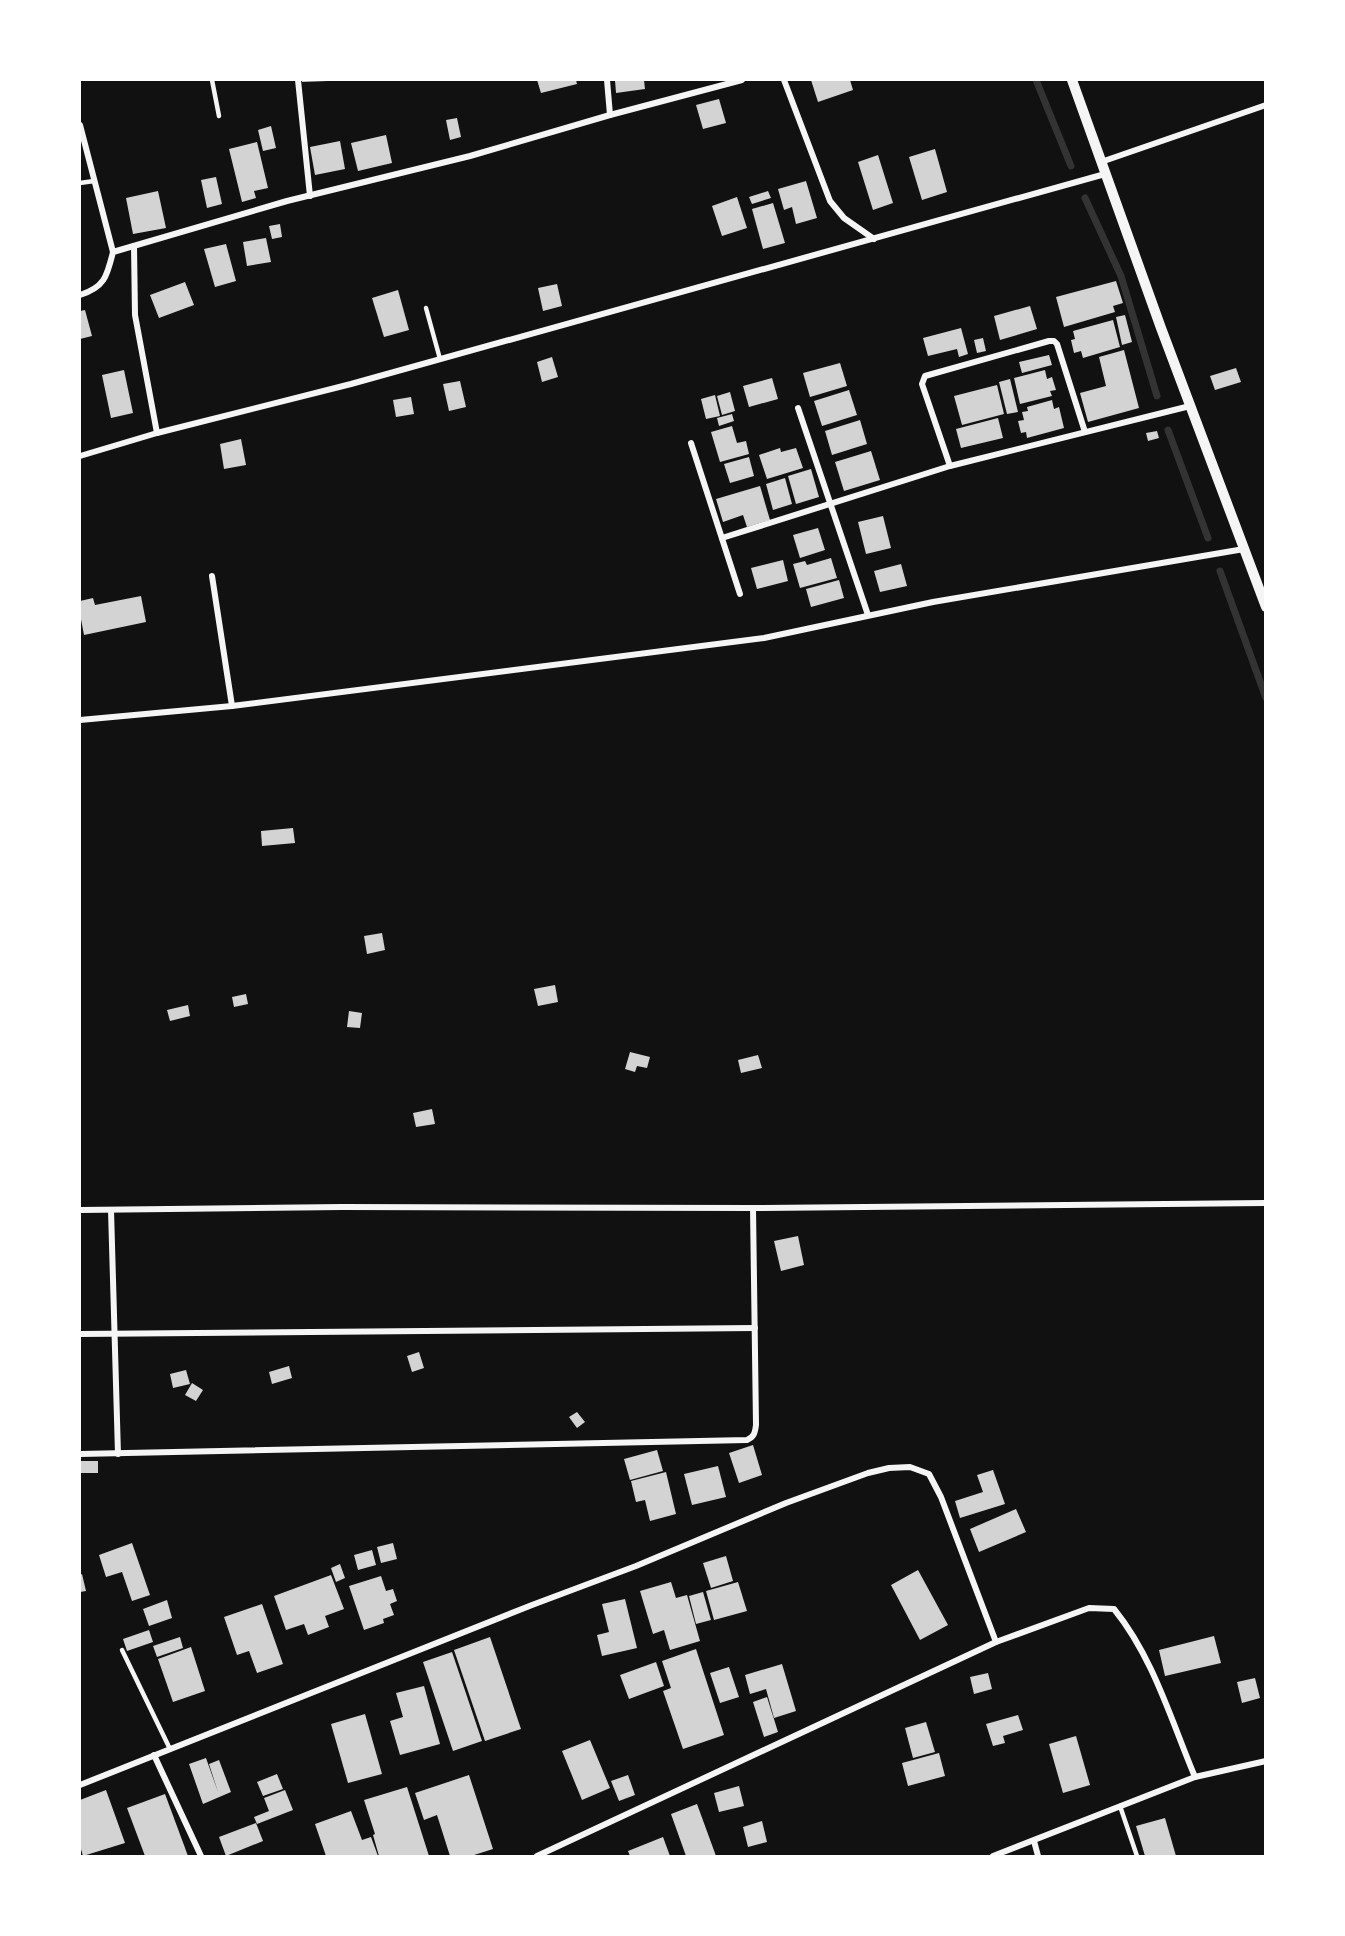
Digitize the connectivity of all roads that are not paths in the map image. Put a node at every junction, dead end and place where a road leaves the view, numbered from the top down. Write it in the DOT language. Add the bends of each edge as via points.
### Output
graph roads {
  1 [pos="212,80"];
  2 [pos="298,80"];
  3 [pos="607,80"];
  4 [pos="742,80"];
  5 [pos="783,80"];
  6 [pos="1072,80"];
  7 [pos="1266,105"];
  8 [pos="610,115"];
  9 [pos="219,116"];
  10 [pos="80,125"];
  11 [pos="1101,162"];
  12 [pos="1105,174"];
  13 [pos="94,180"];
  14 [pos="80,183"];
  15 [pos="310,196"];
  16 [pos="874,239"];
  17 [pos="134,246"];
  18 [pos="113,252"];
  19 [pos="80,295"];
  20 [pos="426,308"];
  21 [pos="440,359"];
  22 [pos="1190,406"];
  23 [pos="798,408"];
  24 [pos="1085,432"];
  25 [pos="157,433"];
  26 [pos="691,443"];
  27 [pos="80,456"];
  28 [pos="950,466"];
  29 [pos="830,503"];
  30 [pos="722,538"];
  31 [pos="1244,549"];
  32 [pos="212,576"];
  33 [pos="740,594"];
  34 [pos="1265,604"];
  35 [pos="868,615"];
  36 [pos="232,706"];
  37 [pos="80,720"];
  38 [pos="1266,1203"];
  39 [pos="753,1208"];
  40 [pos="80,1210"];
  41 [pos="111,1210"];
  42 [pos="755,1328"];
  43 [pos="80,1334"];
  44 [pos="115,1334"];
  45 [pos="80,1454"];
  46 [pos="117,1454"];
  47 [pos="996,1642"];
  48 [pos="122,1650"];
  49 [pos="170,1749"];
  50 [pos="154,1755"];
  51 [pos="1266,1761"];
  52 [pos="1195,1777"];
  53 [pos="80,1785"];
  54 [pos="1120,1806"];
  55 [pos="1034,1840"];
  56 [pos="201,1857"];
  57 [pos="537,1857"];
  58 [pos="993,1857"];
  59 [pos="1038,1857"];
  60 [pos="1137,1857"];
  1 -- 9 [label="lane"];
  2 -- 15 [label="street"];
  3 -- 8 [label="street"];
  4 -- 8 [label="street"];
  5 -- 16 [label="street" via="830,201 844,218"];
  6 -- 11 [label="street"];
  7 -- 11 [label="street"];
  8 -- 15 [label="street" via="470,156"];
  10 -- 13 [label="street"];
  11 -- 12 [label="street"];
  12 -- 16 [label="street"];
  12 -- 22 [label="street"];
  13 -- 14 [label="lane"];
  13 -- 18 [label="street"];
  15 -- 17 [label="street"];
  16 -- 21 [label="street"];
  17 -- 18 [label="street"];
  17 -- 25 [label="street" via="135,315"];
  18 -- 19 [label="street" via="104,281"];
  20 -- 21 [label="lane"];
  21 -- 25 [label="street"];
  22 -- 24 [label="street"];
  22 -- 31 [label="street"];
  23 -- 29 [label="street"];
  24 -- 28 [label="street"];
  24 -- 28 [label="street" via="1057,344 1049,340 925,376 922,384"];
  25 -- 27 [label="street"];
  26 -- 30 [label="street"];
  28 -- 29 [label="street"];
  29 -- 30 [label="street"];
  29 -- 35 [label="street"];
  30 -- 33 [label="street"];
  31 -- 34 [label="street"];
  31 -- 35 [label="street"];
  32 -- 36 [label="street"];
  35 -- 36 [label="street" via="754,639"];
  36 -- 37 [label="street"];
  38 -- 39 [label="street"];
  39 -- 41 [label="street"];
  39 -- 42 [label="street"];
  40 -- 41 [label="street"];
  41 -- 44 [label="street"];
  42 -- 44 [label="street"];
  42 -- 46 [label="street" via="756,1425 752,1438 747,1440"];
  43 -- 44 [label="street"];
  44 -- 46 [label="street"];
  45 -- 46 [label="street"];
  47 -- 49 [label="street" via="941,1497 928,1474 910,1467 889,1468 786,1503"];
  47 -- 52 [label="street" via="1089,1608 1114,1609 1145,1657"];
  47 -- 57 [label="street"];
  48 -- 49 [label="lane"];
  49 -- 50 [label="street"];
  50 -- 53 [label="street"];
  50 -- 56 [label="street"];
  51 -- 52 [label="street"];
  52 -- 54 [label="street"];
  54 -- 55 [label="street"];
  54 -- 60 [label="lane"];
  55 -- 58 [label="street"];
  55 -- 59 [label="street"];
}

━━━━━━

▸ TASK DIRECTIONS: Give every line above again exactly, omitting whatever pictures appear.

▸ OUTPUT:
Digitize the connectivity of all roads that are not paths in the map image. Put a node at every junction, dead end and place where a road leaves the view, numbered from the top down. Write it in the DOT language. Add the bends of each edge as via points.
### Output
graph roads {
  1 [pos="212,80"];
  2 [pos="298,80"];
  3 [pos="607,80"];
  4 [pos="742,80"];
  5 [pos="783,80"];
  6 [pos="1072,80"];
  7 [pos="1266,105"];
  8 [pos="610,115"];
  9 [pos="219,116"];
  10 [pos="80,125"];
  11 [pos="1101,162"];
  12 [pos="1105,174"];
  13 [pos="94,180"];
  14 [pos="80,183"];
  15 [pos="310,196"];
  16 [pos="874,239"];
  17 [pos="134,246"];
  18 [pos="113,252"];
  19 [pos="80,295"];
  20 [pos="426,308"];
  21 [pos="440,359"];
  22 [pos="1190,406"];
  23 [pos="798,408"];
  24 [pos="1085,432"];
  25 [pos="157,433"];
  26 [pos="691,443"];
  27 [pos="80,456"];
  28 [pos="950,466"];
  29 [pos="830,503"];
  30 [pos="722,538"];
  31 [pos="1244,549"];
  32 [pos="212,576"];
  33 [pos="740,594"];
  34 [pos="1265,604"];
  35 [pos="868,615"];
  36 [pos="232,706"];
  37 [pos="80,720"];
  38 [pos="1266,1203"];
  39 [pos="753,1208"];
  40 [pos="80,1210"];
  41 [pos="111,1210"];
  42 [pos="755,1328"];
  43 [pos="80,1334"];
  44 [pos="115,1334"];
  45 [pos="80,1454"];
  46 [pos="117,1454"];
  47 [pos="996,1642"];
  48 [pos="122,1650"];
  49 [pos="170,1749"];
  50 [pos="154,1755"];
  51 [pos="1266,1761"];
  52 [pos="1195,1777"];
  53 [pos="80,1785"];
  54 [pos="1120,1806"];
  55 [pos="1034,1840"];
  56 [pos="201,1857"];
  57 [pos="537,1857"];
  58 [pos="993,1857"];
  59 [pos="1038,1857"];
  60 [pos="1137,1857"];
  1 -- 9 [label="lane"];
  2 -- 15 [label="street"];
  3 -- 8 [label="street"];
  4 -- 8 [label="street"];
  5 -- 16 [label="street" via="830,201 844,218"];
  6 -- 11 [label="street"];
  7 -- 11 [label="street"];
  8 -- 15 [label="street" via="470,156"];
  10 -- 13 [label="street"];
  11 -- 12 [label="street"];
  12 -- 16 [label="street"];
  12 -- 22 [label="street"];
  13 -- 14 [label="lane"];
  13 -- 18 [label="street"];
  15 -- 17 [label="street"];
  16 -- 21 [label="street"];
  17 -- 18 [label="street"];
  17 -- 25 [label="street" via="135,315"];
  18 -- 19 [label="street" via="104,281"];
  20 -- 21 [label="lane"];
  21 -- 25 [label="street"];
  22 -- 24 [label="street"];
  22 -- 31 [label="street"];
  23 -- 29 [label="street"];
  24 -- 28 [label="street"];
  24 -- 28 [label="street" via="1057,344 1049,340 925,376 922,384"];
  25 -- 27 [label="street"];
  26 -- 30 [label="street"];
  28 -- 29 [label="street"];
  29 -- 30 [label="street"];
  29 -- 35 [label="street"];
  30 -- 33 [label="street"];
  31 -- 34 [label="street"];
  31 -- 35 [label="street"];
  32 -- 36 [label="street"];
  35 -- 36 [label="street" via="754,639"];
  36 -- 37 [label="street"];
  38 -- 39 [label="street"];
  39 -- 41 [label="street"];
  39 -- 42 [label="street"];
  40 -- 41 [label="street"];
  41 -- 44 [label="street"];
  42 -- 44 [label="street"];
  42 -- 46 [label="street" via="756,1425 752,1438 747,1440"];
  43 -- 44 [label="street"];
  44 -- 46 [label="street"];
  45 -- 46 [label="street"];
  47 -- 49 [label="street" via="941,1497 928,1474 910,1467 889,1468 786,1503"];
  47 -- 52 [label="street" via="1089,1608 1114,1609 1145,1657"];
  47 -- 57 [label="street"];
  48 -- 49 [label="lane"];
  49 -- 50 [label="street"];
  50 -- 53 [label="street"];
  50 -- 56 [label="street"];
  51 -- 52 [label="street"];
  52 -- 54 [label="street"];
  54 -- 55 [label="street"];
  54 -- 60 [label="lane"];
  55 -- 58 [label="street"];
  55 -- 59 [label="street"];
}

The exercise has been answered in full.